The hosts struggled to deal with Villa’s pace up top – Lewis Stevenson will be glad to see the back of Moussa Diaby until at least next week – and were repeatedly caught out by the English side’s offside trap. Emery even gave World Cup-winning goalkeeper Emi Martínez the second half off, bringing on Sweden No.1 Robin Olsen at the break.
Villa were dominant but there was also a feeling that they had more gears that they simply didn’t need to use. Save for a couple of promising half-chances in the first half, and two crosses from Youan early in the second 45, it was a predictable night for Lee Johnson’s men and one that ensures the return leg will be little more than a training game for Villa.
Villa clinical, Hibs fragile
Villa’s 18 shots on goal to Hibs’ seven, coupled with the lion’s share of possession, came as no surprise. Their £31.5m centre-half signing Pau Torres started, as did their £51.9m winger Moussa Diaby. For the first 17 minutes, Hibs stood firm. And then Lucas Digne’s cross found the head of Watkins, and the England internationalist’s header found the back of the net past a motionless David Marshall. The visitors repeated the feat 15 minutes later, with Watkins giving his marker the slip at the back post to nod in his and Villa’s second. The always-threatening Bailey added a header of his own three minutes before the break as Liverpool’s 7-1 scoreline at Ibrox last season looked to be in danger of being surpassed.
Villa were devastatingly clinical in the final third and could easily have added more to their tally but Hibs – as they have on more than one occasion this season so far – looked ropey in defence at times, and Johnson unsurprisingly highlighted his rearguard’s shortcomings during his post-mortem.
In all honesty it could have been a much bigger scoreline – perhaps John McGinn had words at half-time with his team-mates to the effect of reining it in a little – but Hibs still made too many unforced errors which, against a team like Villa, were nearly always punished.
Youan flatters to deceive
We saw both sides of Youan against Villa – unfortunately for the player and Hibs, there were more bad habits on show than sprinklings of stardust. The Frenchman is blessed with blistering pace and he used it twice to good effect in the early part of the second period but there were no takers for his cross in either situation. But he also has a tendency to make the wrong decision; turning into trouble or holding onto the ball too long, and he did that far too often against a team that was always going to capitalise on such gifts.
His night was summed up in the final ten minutes when he scampered away from Matty Cash and drove towards goal, but ran the ball out of play with a heavy touch. The jeers from the Villa end were louder than the howls of frustration from the Hibs fans who hadn’t already left the stadium – but the offside flag spared his blushes somewhat. Yes, if Youan didn’t have these foibles, he wouldn’t be at Hibs and yes, the gulf in talent and finances between Hibs and Villa was all too clear to see. But this was a game when more was needed from the mercurial attacker. Would it have made a difference? Probably not in the grand scheme of things, but he is capable of much more.
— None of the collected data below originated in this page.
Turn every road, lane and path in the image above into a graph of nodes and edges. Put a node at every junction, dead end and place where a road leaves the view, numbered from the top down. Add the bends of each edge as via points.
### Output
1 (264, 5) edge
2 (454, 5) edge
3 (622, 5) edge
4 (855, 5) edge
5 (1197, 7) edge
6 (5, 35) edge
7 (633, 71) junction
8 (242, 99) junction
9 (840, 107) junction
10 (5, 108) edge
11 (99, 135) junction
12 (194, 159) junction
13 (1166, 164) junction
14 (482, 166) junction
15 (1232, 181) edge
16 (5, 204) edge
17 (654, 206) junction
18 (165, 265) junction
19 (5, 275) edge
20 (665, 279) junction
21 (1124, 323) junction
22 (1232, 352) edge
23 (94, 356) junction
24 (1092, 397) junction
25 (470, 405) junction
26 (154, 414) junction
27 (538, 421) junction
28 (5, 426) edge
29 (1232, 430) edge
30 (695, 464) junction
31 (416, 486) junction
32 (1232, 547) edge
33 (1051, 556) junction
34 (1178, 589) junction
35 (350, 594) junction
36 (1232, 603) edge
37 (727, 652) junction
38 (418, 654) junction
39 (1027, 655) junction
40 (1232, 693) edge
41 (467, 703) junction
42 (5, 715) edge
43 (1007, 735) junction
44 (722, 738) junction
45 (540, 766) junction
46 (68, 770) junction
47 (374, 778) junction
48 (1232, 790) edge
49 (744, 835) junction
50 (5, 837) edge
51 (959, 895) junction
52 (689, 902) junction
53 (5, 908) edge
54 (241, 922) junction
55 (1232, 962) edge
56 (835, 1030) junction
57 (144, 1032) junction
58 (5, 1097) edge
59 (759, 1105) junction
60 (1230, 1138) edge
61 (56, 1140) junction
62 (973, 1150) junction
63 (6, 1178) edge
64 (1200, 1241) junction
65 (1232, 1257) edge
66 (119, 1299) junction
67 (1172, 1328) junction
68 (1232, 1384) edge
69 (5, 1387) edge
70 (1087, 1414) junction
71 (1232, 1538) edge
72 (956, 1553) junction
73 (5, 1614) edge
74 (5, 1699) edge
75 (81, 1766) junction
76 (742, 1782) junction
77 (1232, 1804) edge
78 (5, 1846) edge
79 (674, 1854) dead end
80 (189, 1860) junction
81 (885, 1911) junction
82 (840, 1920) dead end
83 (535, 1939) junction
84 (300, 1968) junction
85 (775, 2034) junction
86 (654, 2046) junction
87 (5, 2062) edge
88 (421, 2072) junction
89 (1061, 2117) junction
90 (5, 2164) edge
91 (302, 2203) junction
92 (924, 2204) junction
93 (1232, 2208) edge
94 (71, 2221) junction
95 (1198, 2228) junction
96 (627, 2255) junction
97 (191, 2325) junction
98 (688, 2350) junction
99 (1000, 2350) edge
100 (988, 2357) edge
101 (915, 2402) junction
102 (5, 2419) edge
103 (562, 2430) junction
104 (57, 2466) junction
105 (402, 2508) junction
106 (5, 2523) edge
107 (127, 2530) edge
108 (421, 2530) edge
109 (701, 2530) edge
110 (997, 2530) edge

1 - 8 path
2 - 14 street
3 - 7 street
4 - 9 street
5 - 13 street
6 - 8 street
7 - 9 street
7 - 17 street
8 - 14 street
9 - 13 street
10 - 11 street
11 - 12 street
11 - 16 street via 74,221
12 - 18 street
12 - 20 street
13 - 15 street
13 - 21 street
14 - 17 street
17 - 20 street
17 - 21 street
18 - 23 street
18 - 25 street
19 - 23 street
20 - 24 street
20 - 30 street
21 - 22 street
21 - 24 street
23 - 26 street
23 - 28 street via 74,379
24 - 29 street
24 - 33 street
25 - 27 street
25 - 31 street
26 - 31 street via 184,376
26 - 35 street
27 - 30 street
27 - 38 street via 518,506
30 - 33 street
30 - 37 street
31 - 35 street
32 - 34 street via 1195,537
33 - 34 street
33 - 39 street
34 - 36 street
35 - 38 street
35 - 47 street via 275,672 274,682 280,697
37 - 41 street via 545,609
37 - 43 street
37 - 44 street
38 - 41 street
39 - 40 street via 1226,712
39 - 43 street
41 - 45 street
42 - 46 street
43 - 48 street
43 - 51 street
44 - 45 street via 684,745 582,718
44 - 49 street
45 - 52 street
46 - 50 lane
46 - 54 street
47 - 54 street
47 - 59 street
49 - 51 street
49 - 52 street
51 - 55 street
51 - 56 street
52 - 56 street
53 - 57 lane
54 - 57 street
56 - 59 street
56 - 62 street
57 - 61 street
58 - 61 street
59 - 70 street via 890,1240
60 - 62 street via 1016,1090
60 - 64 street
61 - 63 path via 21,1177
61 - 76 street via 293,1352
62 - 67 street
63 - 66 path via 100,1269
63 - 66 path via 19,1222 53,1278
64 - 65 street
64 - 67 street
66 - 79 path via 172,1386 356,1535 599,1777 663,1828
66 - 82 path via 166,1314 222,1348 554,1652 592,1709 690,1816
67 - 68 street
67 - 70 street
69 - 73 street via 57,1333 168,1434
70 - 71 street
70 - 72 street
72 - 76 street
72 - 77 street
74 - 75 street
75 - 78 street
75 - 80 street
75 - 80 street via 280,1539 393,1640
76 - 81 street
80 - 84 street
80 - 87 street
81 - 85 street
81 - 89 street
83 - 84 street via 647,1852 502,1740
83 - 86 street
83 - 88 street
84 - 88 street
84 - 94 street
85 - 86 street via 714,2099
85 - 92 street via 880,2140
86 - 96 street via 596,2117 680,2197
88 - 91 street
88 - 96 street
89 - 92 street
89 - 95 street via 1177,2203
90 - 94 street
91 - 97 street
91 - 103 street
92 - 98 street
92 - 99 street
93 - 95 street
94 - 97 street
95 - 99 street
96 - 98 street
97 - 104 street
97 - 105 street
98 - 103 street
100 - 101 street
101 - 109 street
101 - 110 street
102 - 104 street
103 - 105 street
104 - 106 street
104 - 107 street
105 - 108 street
Livingston scouting mission?
Three figures in the Aston Villa end will have been watching closely – Bruce Anderson, Joel Nouble, and Ayo Obileye of Livingston, who travel to face Hibs on league duty this weekend. They might not have learned too much from the 90-odd minutes against Villa, although they will hope to exploit some of the same weaknesses the Villans exposed repeatedly.
More pressing for Hibs is the need to get a first win of the cinch Premiership season under their belts, having lost their first two against St Mirren and Motherwell. Livi are also winless, drawing with Aberdeen and losing to Rangers, but they have had Hibs’ number on a good few occasions in recent seasons. Victory would be a good way to bounce back from the tanking by Villa, and also get their first league points on the board and given their European exploits are all but over, becomes more important with full attention now turning to the domestic competitions.
What next for Hibs?
Villa could effectively play a second string in the return leg next week, such was the comprehensiveness of their first-leg victory, but even though it will be largely a formality, Hibs can still use the game to regain some pride, test themselves against tough opposition, and gain further experience that should hopefully help the team on a domestic level and improve their individual game.
Given that this is where the club wants to be on an annual basis, albeit not necessarily with such a tough draw, the players will have a greater idea of what is required for continental competition and that in turn should mean a greater understanding of what is needed to finish as high up the league table as possible, in order to avoid an arduous and in all likelihood near impossible journey to reach the group stages.
But if Hibs are to have any hopes of finishing third or fourth they will have to nix the avoidable errors, take their chances in front of goal, and stiffen up defensively. If they do that, we could very well see them testing themselves in Europe again this time next year.